▶ Exercise input
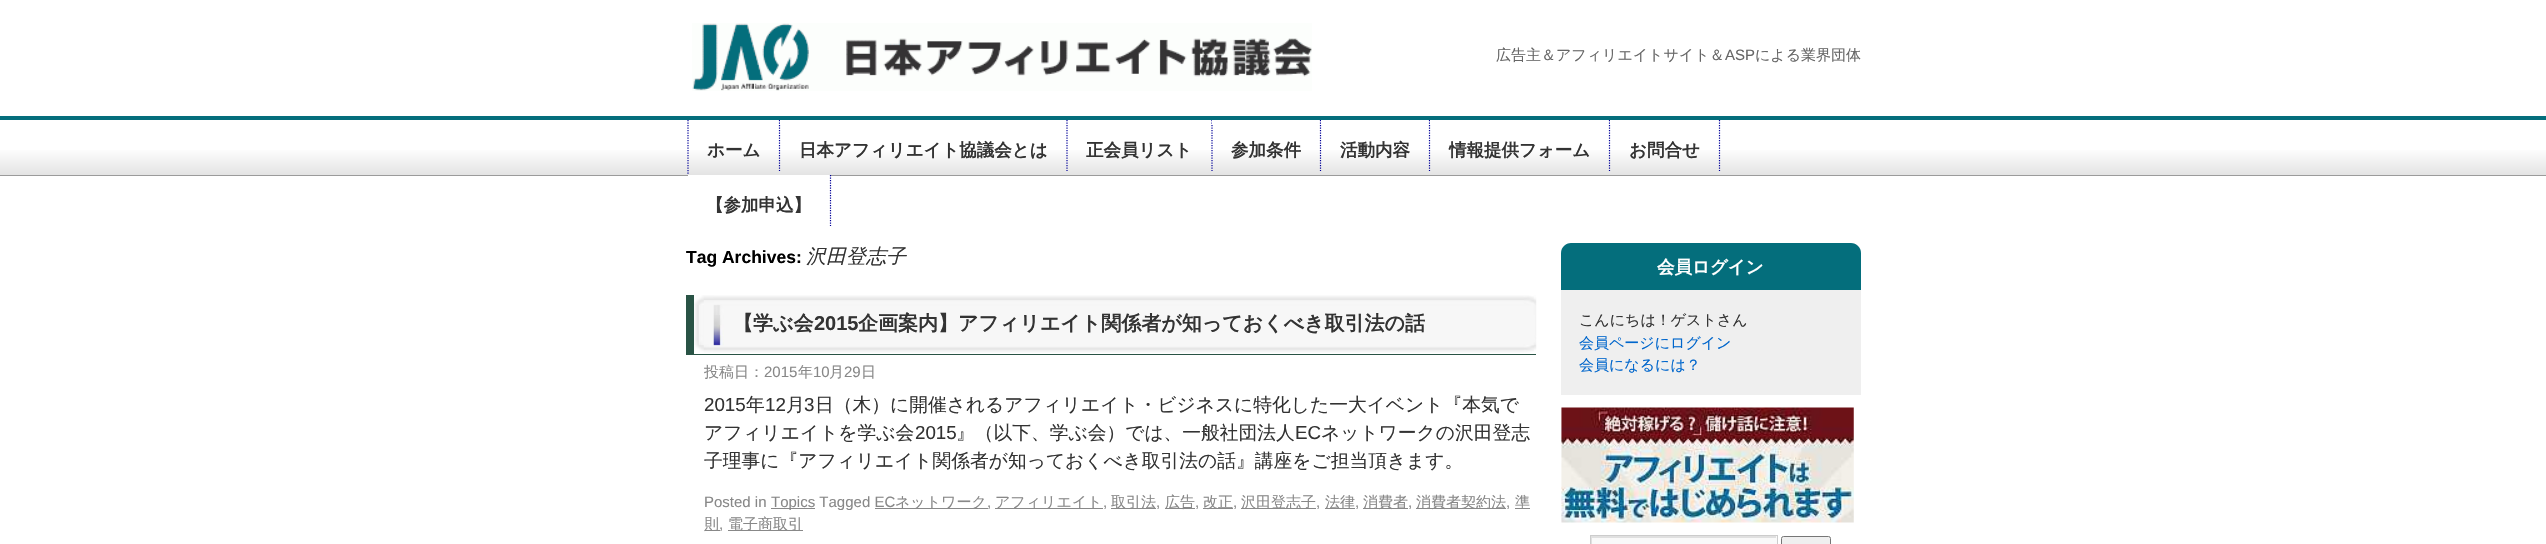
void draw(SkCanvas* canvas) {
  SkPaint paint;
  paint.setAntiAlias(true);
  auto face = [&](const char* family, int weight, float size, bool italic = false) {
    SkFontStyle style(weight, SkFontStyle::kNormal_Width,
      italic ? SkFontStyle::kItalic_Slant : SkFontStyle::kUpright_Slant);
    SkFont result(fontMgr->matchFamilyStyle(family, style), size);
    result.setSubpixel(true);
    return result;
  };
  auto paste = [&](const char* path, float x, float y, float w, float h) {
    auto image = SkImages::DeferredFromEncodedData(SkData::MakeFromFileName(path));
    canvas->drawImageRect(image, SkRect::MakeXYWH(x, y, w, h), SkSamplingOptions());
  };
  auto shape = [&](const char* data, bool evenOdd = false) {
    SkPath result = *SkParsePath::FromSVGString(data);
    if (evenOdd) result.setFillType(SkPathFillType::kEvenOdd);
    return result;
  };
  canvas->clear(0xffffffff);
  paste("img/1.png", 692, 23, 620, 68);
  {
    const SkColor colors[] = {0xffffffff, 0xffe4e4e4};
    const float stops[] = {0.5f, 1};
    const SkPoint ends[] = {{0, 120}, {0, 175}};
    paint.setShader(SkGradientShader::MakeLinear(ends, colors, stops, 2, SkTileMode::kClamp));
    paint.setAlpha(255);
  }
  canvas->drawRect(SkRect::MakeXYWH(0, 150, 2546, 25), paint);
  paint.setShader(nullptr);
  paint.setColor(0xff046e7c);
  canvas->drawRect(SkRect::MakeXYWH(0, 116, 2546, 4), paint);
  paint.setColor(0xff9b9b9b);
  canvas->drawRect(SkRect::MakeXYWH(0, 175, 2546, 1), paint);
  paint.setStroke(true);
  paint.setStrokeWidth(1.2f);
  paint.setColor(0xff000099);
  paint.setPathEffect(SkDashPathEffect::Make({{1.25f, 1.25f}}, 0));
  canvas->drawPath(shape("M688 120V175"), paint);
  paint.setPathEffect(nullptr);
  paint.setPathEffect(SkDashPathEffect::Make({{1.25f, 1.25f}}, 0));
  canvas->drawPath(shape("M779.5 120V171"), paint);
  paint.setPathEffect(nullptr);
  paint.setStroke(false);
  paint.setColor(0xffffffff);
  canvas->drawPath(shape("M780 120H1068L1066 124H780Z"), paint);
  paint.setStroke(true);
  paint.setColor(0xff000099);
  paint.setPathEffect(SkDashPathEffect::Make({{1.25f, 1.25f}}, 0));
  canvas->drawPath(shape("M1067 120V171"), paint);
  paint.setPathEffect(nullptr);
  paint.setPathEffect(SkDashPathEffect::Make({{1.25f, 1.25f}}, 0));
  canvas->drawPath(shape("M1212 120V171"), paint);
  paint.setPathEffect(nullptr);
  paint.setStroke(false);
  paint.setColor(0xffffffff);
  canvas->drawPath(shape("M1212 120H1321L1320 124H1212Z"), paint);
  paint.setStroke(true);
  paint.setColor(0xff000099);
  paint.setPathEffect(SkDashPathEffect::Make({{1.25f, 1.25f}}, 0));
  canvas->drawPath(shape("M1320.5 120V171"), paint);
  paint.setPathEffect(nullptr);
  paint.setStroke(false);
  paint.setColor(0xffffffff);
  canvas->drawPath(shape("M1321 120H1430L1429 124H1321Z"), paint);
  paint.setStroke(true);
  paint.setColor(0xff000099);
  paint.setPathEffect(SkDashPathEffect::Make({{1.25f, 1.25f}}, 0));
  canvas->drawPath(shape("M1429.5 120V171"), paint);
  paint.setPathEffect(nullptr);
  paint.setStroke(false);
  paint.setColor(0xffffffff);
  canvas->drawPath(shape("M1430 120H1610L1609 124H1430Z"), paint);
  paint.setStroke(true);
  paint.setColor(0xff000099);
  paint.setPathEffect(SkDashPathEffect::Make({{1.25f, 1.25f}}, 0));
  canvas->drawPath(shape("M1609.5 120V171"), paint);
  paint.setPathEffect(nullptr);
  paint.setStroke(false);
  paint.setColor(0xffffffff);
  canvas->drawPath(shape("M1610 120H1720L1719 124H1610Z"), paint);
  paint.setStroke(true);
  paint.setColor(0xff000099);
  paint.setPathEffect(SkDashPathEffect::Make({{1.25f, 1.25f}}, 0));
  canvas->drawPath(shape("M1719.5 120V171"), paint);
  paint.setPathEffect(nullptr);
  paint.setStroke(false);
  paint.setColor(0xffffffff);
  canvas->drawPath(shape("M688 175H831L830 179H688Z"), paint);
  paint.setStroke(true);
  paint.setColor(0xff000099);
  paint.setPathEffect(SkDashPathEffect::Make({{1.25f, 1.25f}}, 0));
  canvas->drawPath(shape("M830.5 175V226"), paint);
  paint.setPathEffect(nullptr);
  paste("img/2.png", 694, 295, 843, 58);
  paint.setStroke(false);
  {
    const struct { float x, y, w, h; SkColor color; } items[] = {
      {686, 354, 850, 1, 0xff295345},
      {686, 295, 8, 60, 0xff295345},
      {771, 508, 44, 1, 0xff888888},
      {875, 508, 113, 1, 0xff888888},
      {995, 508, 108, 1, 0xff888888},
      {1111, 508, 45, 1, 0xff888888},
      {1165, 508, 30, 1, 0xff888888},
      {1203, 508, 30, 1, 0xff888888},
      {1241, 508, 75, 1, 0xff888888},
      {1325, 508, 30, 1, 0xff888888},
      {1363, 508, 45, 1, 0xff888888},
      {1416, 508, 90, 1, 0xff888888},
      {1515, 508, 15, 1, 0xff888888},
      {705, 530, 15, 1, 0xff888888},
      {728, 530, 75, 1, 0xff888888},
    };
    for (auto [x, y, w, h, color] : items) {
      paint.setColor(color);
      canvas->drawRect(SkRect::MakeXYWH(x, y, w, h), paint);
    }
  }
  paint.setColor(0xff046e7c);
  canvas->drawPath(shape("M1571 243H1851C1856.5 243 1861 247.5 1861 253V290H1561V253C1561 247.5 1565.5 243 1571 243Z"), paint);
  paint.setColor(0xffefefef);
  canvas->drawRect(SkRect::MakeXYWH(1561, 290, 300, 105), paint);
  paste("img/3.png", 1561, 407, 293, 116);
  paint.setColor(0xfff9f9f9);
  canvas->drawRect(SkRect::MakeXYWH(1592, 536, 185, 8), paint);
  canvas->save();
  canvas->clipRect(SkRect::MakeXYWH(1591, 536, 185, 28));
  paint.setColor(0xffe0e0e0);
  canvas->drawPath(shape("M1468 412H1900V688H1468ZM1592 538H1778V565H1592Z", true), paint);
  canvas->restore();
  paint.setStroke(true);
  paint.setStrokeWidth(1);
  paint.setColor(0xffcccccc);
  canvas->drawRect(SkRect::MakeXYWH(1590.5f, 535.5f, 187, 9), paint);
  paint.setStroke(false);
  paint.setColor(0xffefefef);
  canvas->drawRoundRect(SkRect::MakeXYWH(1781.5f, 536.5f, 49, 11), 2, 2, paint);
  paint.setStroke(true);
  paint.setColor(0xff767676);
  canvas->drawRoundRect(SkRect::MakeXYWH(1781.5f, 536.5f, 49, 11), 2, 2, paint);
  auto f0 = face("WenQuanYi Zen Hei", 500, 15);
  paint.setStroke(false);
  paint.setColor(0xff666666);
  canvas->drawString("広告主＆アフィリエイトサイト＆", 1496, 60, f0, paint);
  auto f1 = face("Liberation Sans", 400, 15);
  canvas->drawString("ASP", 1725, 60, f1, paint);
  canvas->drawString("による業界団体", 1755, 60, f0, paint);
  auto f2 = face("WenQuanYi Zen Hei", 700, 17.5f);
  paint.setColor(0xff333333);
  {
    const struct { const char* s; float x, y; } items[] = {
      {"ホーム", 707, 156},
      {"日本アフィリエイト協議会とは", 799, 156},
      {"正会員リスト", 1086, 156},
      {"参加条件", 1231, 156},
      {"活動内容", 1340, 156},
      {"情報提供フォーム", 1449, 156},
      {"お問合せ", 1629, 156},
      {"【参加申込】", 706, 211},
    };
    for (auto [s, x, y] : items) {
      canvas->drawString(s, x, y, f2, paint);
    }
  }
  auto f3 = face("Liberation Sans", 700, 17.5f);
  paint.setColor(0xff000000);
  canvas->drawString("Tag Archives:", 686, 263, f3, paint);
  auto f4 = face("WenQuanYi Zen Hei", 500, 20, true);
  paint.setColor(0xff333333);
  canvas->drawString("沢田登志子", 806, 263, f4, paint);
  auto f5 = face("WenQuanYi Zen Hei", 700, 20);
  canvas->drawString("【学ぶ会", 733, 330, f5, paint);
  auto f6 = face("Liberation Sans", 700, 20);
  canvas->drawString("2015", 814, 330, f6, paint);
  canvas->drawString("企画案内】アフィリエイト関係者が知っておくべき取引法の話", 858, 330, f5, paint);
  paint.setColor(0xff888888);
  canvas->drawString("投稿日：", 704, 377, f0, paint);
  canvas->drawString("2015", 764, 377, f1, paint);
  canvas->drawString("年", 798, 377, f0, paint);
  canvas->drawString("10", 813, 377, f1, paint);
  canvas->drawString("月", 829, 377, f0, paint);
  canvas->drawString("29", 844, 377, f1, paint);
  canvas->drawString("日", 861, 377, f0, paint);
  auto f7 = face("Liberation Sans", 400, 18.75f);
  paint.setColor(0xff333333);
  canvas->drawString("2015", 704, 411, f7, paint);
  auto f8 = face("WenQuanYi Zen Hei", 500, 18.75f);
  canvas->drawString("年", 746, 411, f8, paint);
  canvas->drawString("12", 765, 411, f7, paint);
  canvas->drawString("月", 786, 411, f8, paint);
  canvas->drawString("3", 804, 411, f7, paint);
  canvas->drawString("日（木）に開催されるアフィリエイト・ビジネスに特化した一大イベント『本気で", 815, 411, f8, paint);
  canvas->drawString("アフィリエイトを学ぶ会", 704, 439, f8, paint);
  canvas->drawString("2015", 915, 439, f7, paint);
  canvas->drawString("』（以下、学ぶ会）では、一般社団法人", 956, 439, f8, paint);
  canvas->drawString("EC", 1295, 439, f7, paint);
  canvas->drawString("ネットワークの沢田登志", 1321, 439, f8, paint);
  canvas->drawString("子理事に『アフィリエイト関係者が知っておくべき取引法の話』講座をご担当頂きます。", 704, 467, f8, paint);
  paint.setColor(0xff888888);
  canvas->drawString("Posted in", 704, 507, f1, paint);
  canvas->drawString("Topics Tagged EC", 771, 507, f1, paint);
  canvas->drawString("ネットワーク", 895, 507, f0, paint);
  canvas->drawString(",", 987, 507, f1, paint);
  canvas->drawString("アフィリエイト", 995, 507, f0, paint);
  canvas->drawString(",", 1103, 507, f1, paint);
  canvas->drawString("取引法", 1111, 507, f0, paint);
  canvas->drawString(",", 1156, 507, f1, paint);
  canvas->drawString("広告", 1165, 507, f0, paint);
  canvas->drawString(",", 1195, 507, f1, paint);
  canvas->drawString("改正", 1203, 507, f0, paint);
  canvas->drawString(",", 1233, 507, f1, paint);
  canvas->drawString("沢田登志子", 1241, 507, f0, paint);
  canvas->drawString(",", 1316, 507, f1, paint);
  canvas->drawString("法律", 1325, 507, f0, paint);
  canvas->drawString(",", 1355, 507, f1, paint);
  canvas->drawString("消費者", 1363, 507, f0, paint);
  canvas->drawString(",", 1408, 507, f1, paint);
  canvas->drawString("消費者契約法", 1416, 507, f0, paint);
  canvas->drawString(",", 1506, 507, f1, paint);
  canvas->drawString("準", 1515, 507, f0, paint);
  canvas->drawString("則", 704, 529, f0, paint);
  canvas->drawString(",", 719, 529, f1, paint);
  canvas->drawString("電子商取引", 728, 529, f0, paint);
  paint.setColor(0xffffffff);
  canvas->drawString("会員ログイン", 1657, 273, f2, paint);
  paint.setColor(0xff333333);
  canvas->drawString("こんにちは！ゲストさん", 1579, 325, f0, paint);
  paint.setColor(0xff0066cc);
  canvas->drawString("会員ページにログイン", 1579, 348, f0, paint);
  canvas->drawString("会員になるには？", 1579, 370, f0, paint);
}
---
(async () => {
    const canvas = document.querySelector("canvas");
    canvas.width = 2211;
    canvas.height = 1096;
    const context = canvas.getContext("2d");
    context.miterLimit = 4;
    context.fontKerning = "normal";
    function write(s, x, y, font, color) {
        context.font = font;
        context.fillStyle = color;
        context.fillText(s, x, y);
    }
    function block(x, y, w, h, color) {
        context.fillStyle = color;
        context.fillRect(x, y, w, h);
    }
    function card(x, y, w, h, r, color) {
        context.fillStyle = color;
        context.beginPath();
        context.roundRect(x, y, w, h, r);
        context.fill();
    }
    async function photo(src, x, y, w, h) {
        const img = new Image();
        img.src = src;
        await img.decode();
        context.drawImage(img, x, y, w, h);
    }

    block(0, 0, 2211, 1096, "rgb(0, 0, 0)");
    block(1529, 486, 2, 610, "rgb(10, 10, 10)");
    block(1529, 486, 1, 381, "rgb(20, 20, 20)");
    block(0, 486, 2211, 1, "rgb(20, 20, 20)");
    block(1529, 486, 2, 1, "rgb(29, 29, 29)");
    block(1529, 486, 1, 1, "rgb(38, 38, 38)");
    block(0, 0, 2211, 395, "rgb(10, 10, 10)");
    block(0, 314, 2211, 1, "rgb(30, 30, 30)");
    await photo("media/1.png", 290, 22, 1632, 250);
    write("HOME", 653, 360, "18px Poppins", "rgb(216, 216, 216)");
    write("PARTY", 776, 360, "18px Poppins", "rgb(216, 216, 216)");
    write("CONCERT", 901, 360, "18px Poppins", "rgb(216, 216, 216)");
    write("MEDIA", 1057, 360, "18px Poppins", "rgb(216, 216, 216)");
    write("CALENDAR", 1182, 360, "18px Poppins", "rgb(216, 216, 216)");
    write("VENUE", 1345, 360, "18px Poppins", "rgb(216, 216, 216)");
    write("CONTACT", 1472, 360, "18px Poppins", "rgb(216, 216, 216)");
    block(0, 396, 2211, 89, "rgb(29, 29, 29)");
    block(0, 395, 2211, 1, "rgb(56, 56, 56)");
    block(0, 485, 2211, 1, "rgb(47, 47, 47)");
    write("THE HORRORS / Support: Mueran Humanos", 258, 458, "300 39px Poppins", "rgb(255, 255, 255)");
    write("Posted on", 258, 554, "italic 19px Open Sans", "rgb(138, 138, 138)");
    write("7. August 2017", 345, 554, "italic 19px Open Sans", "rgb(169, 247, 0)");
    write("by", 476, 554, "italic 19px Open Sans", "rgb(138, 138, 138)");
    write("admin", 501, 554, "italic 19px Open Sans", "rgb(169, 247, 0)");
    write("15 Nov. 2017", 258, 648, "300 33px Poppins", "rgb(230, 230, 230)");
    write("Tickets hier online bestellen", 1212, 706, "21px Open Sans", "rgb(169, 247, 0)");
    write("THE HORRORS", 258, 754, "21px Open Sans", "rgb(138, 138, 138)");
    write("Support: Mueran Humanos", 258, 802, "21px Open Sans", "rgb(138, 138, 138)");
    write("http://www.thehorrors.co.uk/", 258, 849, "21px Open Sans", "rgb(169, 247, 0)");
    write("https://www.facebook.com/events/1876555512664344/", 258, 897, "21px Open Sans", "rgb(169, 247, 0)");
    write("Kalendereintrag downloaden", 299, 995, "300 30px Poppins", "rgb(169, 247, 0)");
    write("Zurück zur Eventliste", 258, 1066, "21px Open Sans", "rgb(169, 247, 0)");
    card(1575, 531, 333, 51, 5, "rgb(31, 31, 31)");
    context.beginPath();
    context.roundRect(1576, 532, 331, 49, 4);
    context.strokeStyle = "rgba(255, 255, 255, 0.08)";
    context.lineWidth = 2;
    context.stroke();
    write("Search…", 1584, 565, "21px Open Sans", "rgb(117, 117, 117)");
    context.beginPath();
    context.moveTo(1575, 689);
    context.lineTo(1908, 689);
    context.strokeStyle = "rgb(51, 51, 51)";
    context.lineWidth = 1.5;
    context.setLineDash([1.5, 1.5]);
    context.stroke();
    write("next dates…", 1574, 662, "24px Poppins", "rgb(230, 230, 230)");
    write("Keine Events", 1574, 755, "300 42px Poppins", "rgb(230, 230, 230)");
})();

▶ Work item
Across the entries, work out how many lines hold the word "result". Reply with that number only.

▶ Answer below
6